Instantly, in exchange for pleas of guilty to charges of aggravated assault and carrying a firearm without a license, it was agreed that appellant would receive concurrent sentences for his crimes.[4] It was also agreed that the Commonwealth would nolle pros additional charges of recklessly endangering another person, making terroristic threats, possessing an instrument of crime, former convict not to own a firearm, resisting arrest and criminal conspiracy. Had appellant elected to go to trial under these circumstances, he faced a substantially longer term of imprisonment, if convicted, than he received as a result of the guilty pleas which he entered. Indeed, even appellant conceded at the P.C.R.A. hearing that his principal reason for pleading guilty was because he was worried about receiving a longer sentence if he went to trial and was found guilty. The record of the guilty plea colloquy establishes that appellant fully understood the bargain which *228 counsel negotiated with the Commonwealth and that he was satisfied to accept it.[5] Under these circumstances, we agree with the P.C.R.A. court that counsel was not ineffective for advising appellant to enter the guilty plea. Appellant received the benefit of a favorable plea bargain negotiated by counsel and knowingly and voluntarily decided to accept that bargain.

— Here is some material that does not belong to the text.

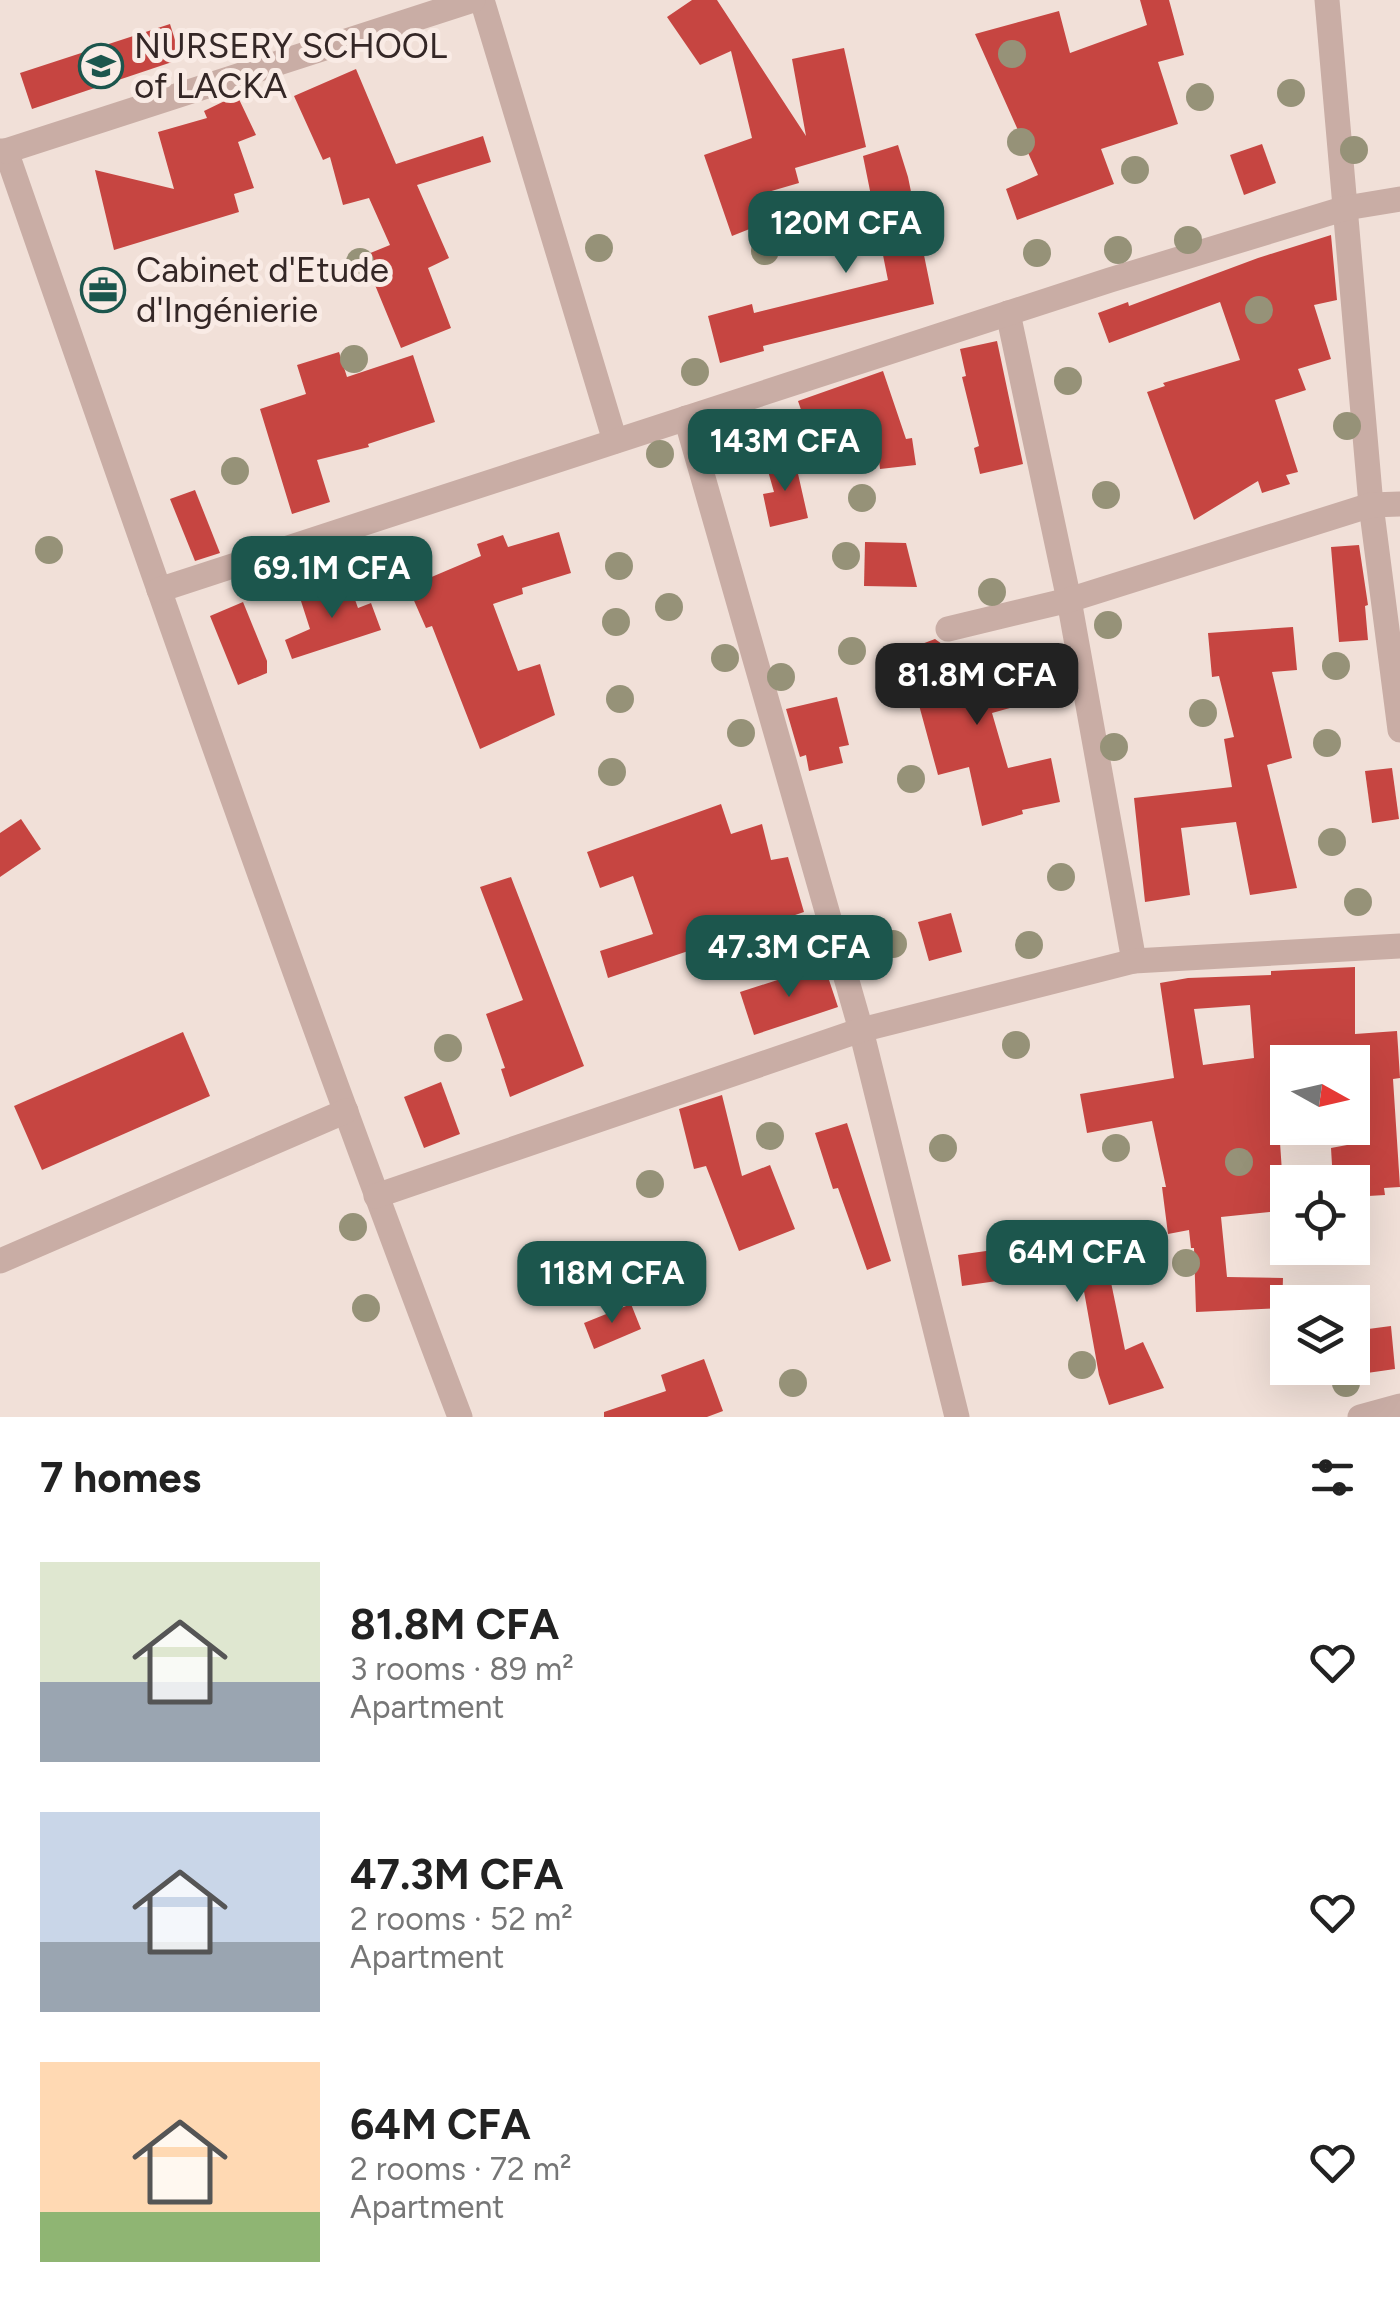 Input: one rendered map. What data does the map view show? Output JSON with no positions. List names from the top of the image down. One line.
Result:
{"places":{"school or university":["NURSERY SCHOOL of LACKA"],"office":["Cabinet d'Etude d'Ingénierie"]},"north":"right","page":{"price":["120M CFA","143M CFA","69.1M CFA","81.8M CFA","47.3M CFA","64M CFA","118M CFA"],"heading":"7 homes","list":[{"name":"81.8M CFA","note":"3 rooms · 89 m² · Apartment"},{"name":"47.3M CFA","note":"2 rooms · 52 m² · Apartment"},{"name":"64M CFA","note":"2 rooms · 72 m² · Apartment"}]}}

The order denying appellant's petition for post-conviction relief is
AFFIRMED.
NOTES
[1] As a result of pleading guilty in this case, Fluharty was found to be in violation of his parole on a prior conviction for involuntary manslaughter. For this, his parole was revoked, and he was required to serve an additional period of imprisonment.
[2] 42 Pa.C.S. § 9541 et seq.
[3] 18 Pa.C.S. § 2702(a)(2) has since been amended and now provides, in pertinent part, as follows:
(a) Offense defined. A person is guilty of aggravated assault if he:
. . . .
(2) attempts to cause or intentionally, knowingly or recklessly causes serious bodily injury to a police officer . . . in the performance of duty. . . .
At the time appellant pleaded guilty to this offense it was graded as a felony of the second degree. The offense is currently graded as a felony of the first degree.
[4] In fact, the sentences received by appellant were at the low end of the mitigated range of the Sentencing Guidelines.
[5] It would appear that appellant was satisfied with his decision to plead guilty for more than four years, for he did not file his P.C.R.A. petition until March 13, 1991, only months before a civil lawsuit, which he had filed in connection with his being shot by Officer Palo, was scheduled for trial.